Founder of Health Rising and Phoenix Rising
"We can make a model for that (mitochondrial problems) and explain almost everything about what we see in this disease" Ron Davis
What an exciting presentation took place at the San Francisco #MissingMillions protest site on May 25th. Not only did Ron Davis of the Open Medicine Foundation say that he thinks (very early in the OMF's End ME/CFS project, by the way) that not only do they believe that they're really onto something, but that they're already pursuing compounds that might help and talking with drug companies.
Obviously, it's early days yet, but the OMF clearly believes they may have opened an important new beachhead in this disorder - one that could explain much.
First some ME/CFS and OMF news....
The Consortium Approach Wins Out
Whittemore's eyes widened: here was a comprehensive plan featuring some of the top researchers in the country. I wouldn't be surprised if the mere presence of this plan featuring these figures helped convince Whittemore ithat she could successfully push the NIH hard to take ME/CFS seriously.
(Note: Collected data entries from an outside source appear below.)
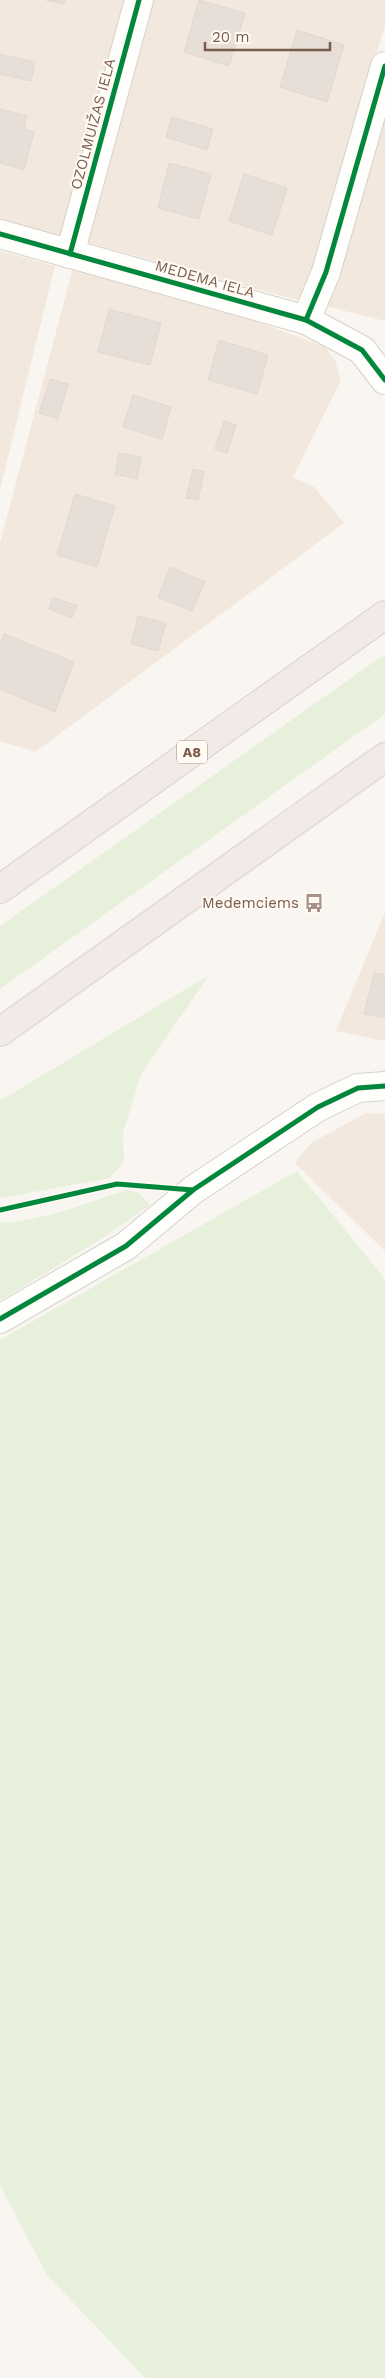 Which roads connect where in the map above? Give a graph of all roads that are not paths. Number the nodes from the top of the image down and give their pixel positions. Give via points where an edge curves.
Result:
1 (139, 0) edge
2 (385, 66) edge
3 (0, 234) edge
4 (70, 254) junction
5 (306, 320) junction
6 (385, 380) edge
7 (385, 615) edge
8 (385, 757) edge
9 (0, 889) edge
10 (0, 1032) edge
11 (385, 1086) edge
12 (0, 1320) edge

1 - 4 street, OZOLMUIŽAS IELA
2 - 5 street via 326,272
3 - 4 street, MEDEMA IELA
4 - 5 street, MEDEMA IELA
5 - 6 street, MEDEMA IELA via 362,350
7 - 9 highway, A8
8 - 10 highway
11 - 12 street via 358,1088 318,1107 193,1190 126,1246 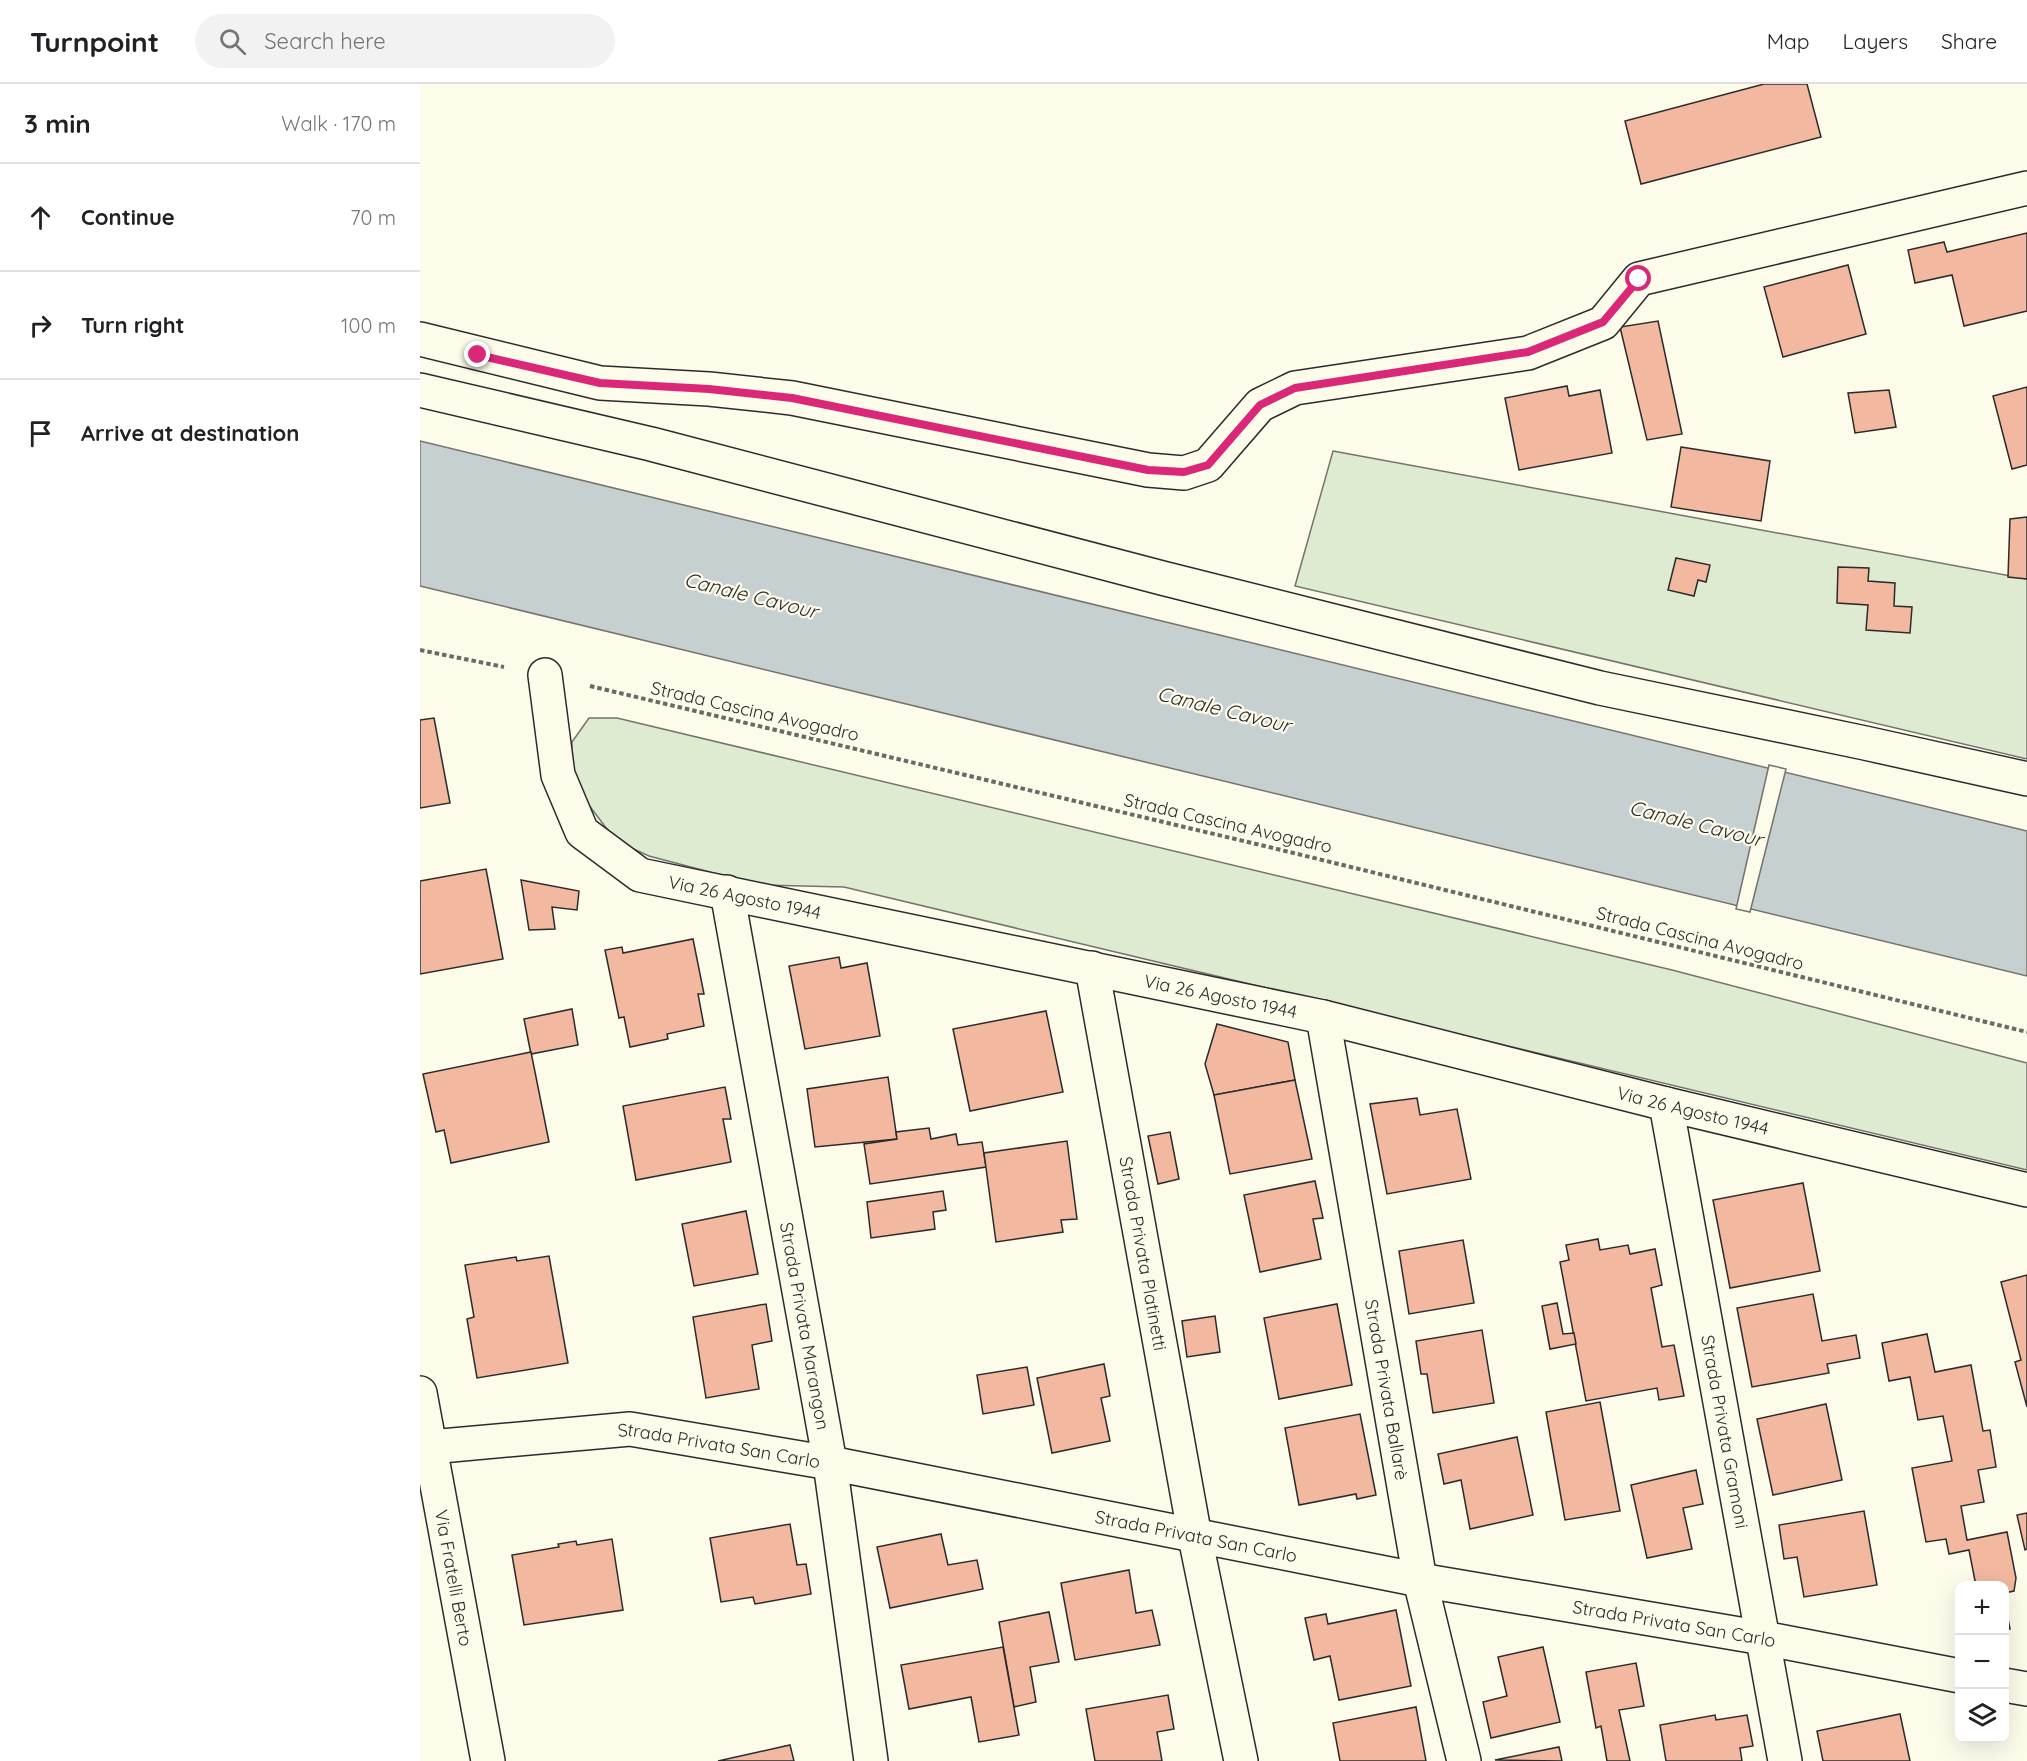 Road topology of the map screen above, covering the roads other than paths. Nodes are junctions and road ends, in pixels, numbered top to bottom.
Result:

The plan proposed that a consortium of researchers from across the country participate in a methodical effort to understand and cure ME/CFS. Yesterday, Vicky Whittemore proposed that the NIH fund a consortium of research/treatment sites that would work in unison to solve ME/CFS.
Big Data is In: Harvard / Stanford to Produce Unique Computer Program for OMF
- How do ME/CFS patients’ particular biological test results compare with or differ from healthy people and with people with other diseases?
- Is there a biological footprint for ME/CFS patients, are there defined subsets, and how do they compare to healthy people or people with other diseases?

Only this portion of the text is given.